I will try to address this issue during my next spare time.

The simple subset of predecessors is:

define i64 @compare(i64 %a, i64 %b, i64 %c) {
start:
  switch i64 %c, label %bb0 [
  i64 1, label %bb1
  i64 2, label %bb2
  ]

bb0:                                              ; preds = %start
  %0 = add i64 %a, %b
  br label %exit

bb1:                                              ; preds = %start
  %1 = add i64 %a, %b
  br label %exit

bb2:                                              ; preds = %start
  %2 = add i64 %a, %b
  br label %exit

exit:                                             ; preds = %bb3, %bb2, %bb1, %bb0
  %result = phi i64 [ %0, %bb0 ], [ %1, %bb1 ], [ %2, %bb2 ]
  ret i64 %result
}

There is another more complex case that can be considered in the future:

define i64 @compare2(i64 %a, i64 %b, i64 %c) {
start:
  switch i64 %c, label %bb0 [
  i64 1, label %bb1
  i64 2, label %bb2
  ]

bb0:                                              ; preds = %start
  %0 = add i64 %a, %b
  br label %exit

bb1:                                              ; preds = %start
  %1 = add i64 %a, %b
  br label %exit

bb2:                                              ; preds = %start
  %2 = sub i64 %a, %b                ; here is `sub`
  br label %exit

exit:                                             ; preds = %bb3, %bb2, %bb1, %bb0
  %result = phi i64 [ %0, %bb0 ], [ %1, %bb1 ], [ %2, %bb2 ]
  ret i64 %result
}
DianQK reclaimed this revision.Jul 17 2023, 6:46 PM

I reopened this revision to present my new idea and findings. Maybe such as Discord, discourse, or GitHub issues would be a preferable discussion?

I found that the sink common instructions are not often helpful for performance, see https://github.com/llvm/llvm-project/blob/main/llvm/lib/Transforms/Utils/SimplifyCFG.cpp#L2255-L2272.
But I found I could take this problem and turn it into two optimizations.
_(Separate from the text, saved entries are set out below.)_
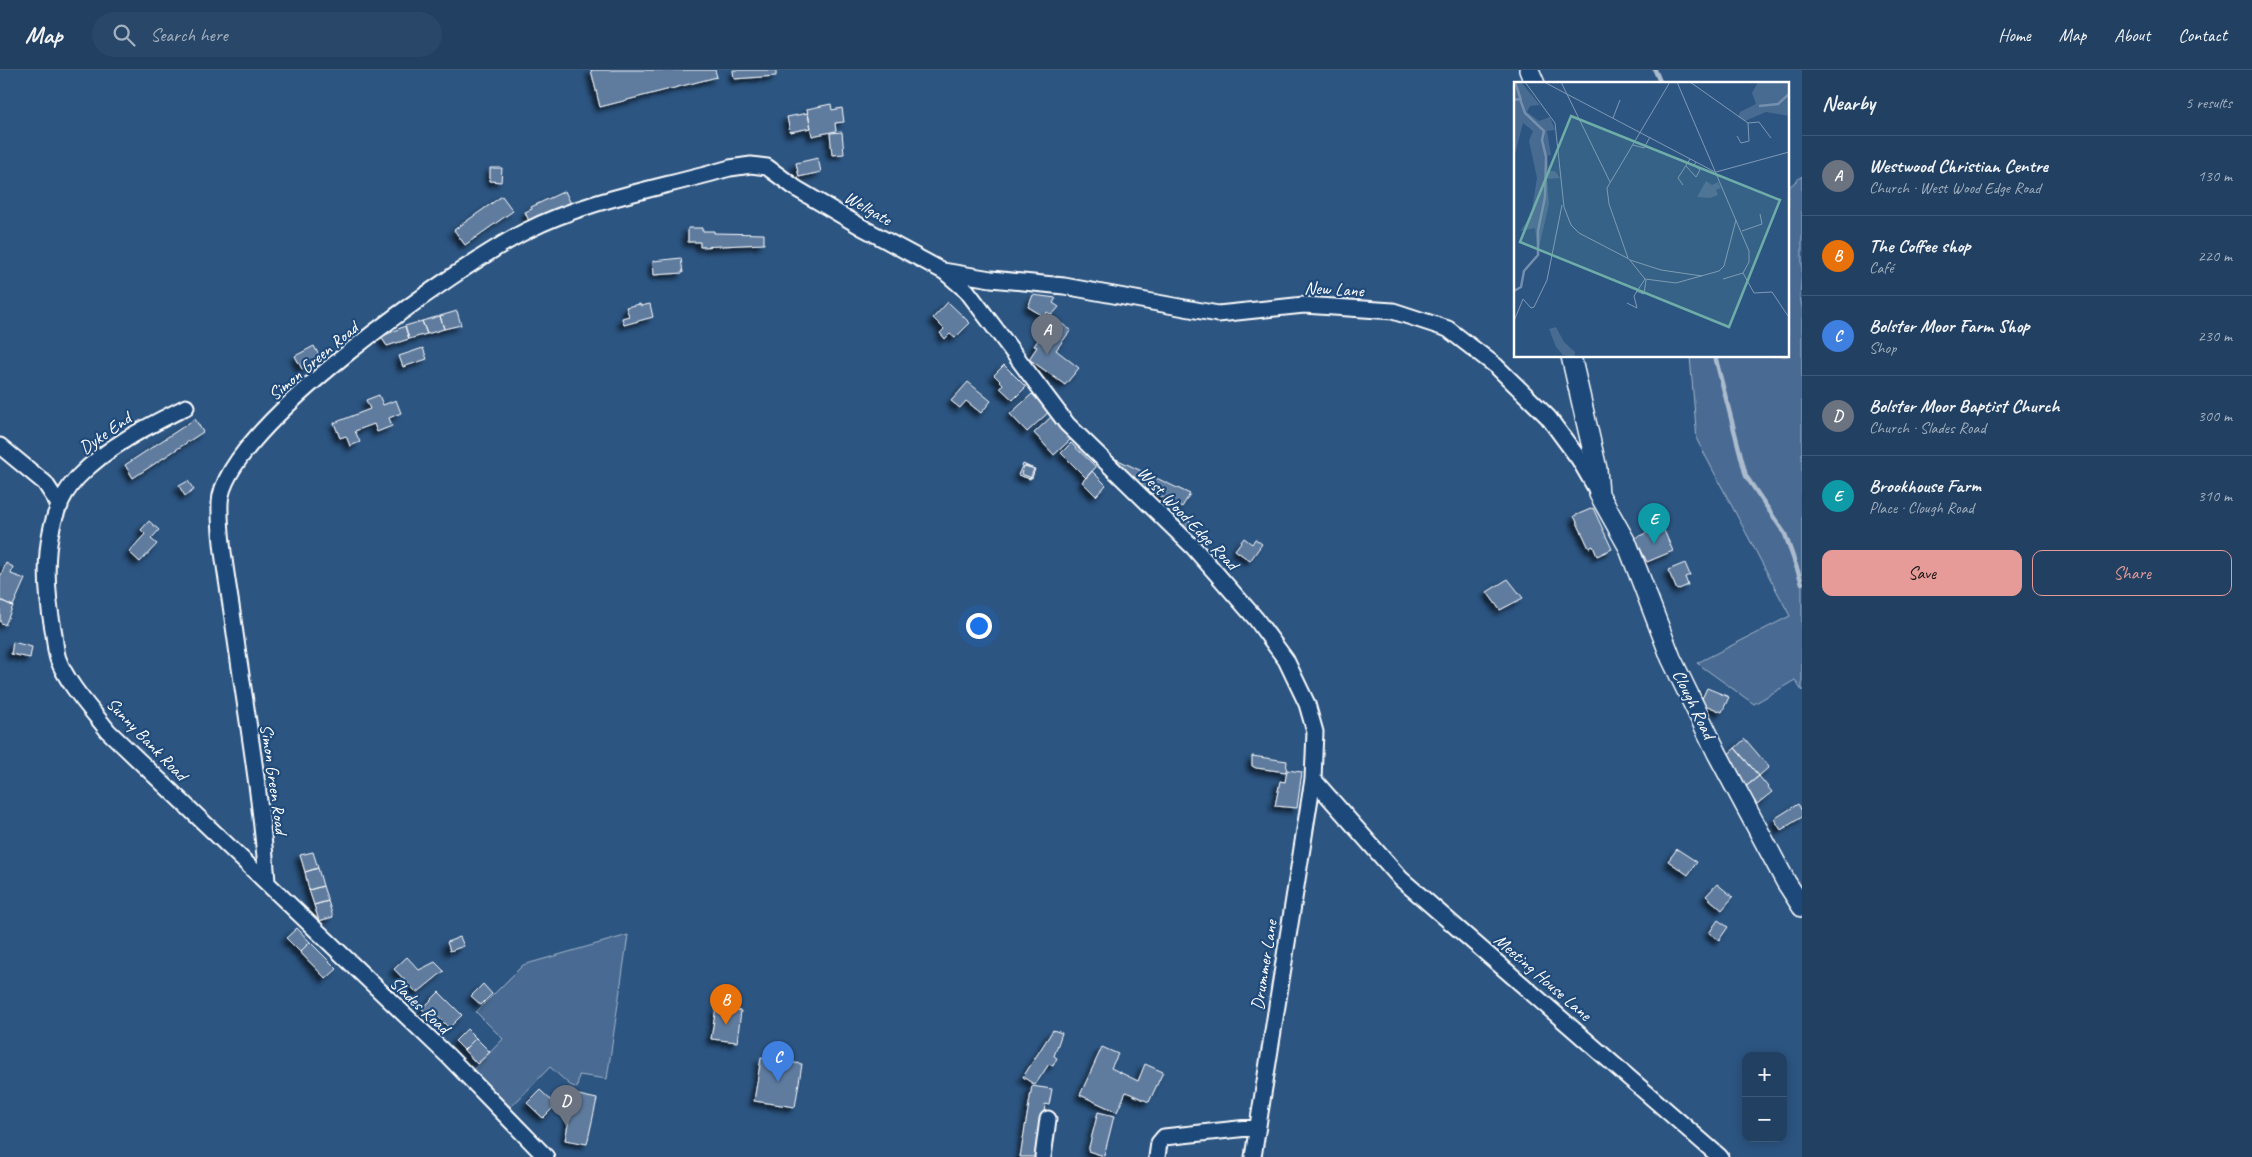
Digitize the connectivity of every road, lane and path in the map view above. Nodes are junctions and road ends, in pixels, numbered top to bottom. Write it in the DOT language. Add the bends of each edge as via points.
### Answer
graph roads {
  1 [pos="1529,70"];
  2 [pos="1534,82"];
  3 [pos="730,168"];
  4 [pos="944,272"];
  5 [pos="992,279"];
  6 [pos="1571,358"];
  7 [pos="186,407"];
  8 [pos="0,446"];
  9 [pos="1599,494"];
  10 [pos="60,506"];
  11 [pos="1313,779"];
  12 [pos="267,882"];
  13 [pos="1802,907"];
  14 [pos="1048,1119"];
  15 [pos="1257,1127"];
  16 [pos="546,1157"];
  17 [pos="1044,1157"];
  18 [pos="1157,1157"];
  19 [pos="1253,1157"];
  20 [pos="1720,1157"];
  1 -- 2 [label="street"];
  3 -- 4 [label="street, Wellgate" via="768,167 797,189 864,229"];
  3 -- 12 [label="street, Simon Green Road" via="592,204 526,231 417,300 300,392 243,453 223,486 220,503"];
  4 -- 5 [label="street, Wellgate"];
  4 -- 11 [label="street, West Wood Edge Road" via="967,291 1067,424 1194,548 1256,619 1286,660 1315,732"];
  5 -- 9 [label="street, New Lane" via="1064,286 1218,314 1304,306 1393,311 1448,329 1496,366 1548,416"];
  6 -- 9 [label="street" via="1597,469"];
  7 -- 10 [label="street, Dyke End" via="105,452 77,478"];
  8 -- 10 [label="street" via="45,482"];
  9 -- 13 [label="street, Clough Road" via="1628,546 1671,658 1717,753"];
  10 -- 12 [label="street, Sunny Bank Road" via="47,547 48,603 58,659 108,731"];
  11 -- 15 [label="street, Drummer Lane"];
  11 -- 20 [label="street, Meeting House Lane" via="1408,885"];
  12 -- 16 [label="street, Slades Road" via="448,1056"];
  14 -- 17 [label="street"];
  15 -- 18 [label="street" via="1164,1137 1159,1143"];
  15 -- 19 [label="street, Drummer Lane"];
}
  1. Eliminating unreachable basic blocks. But here are specific patches, such as D6697 and D6471, that prevent this behavior. I'll look into that later.
  2. Without unreachable basic blocks, it should be possible to extend the hoist common instructions.
DianQK abandoned this revision.Jul 19 2023, 7:34 AM

D155711 should be a better option.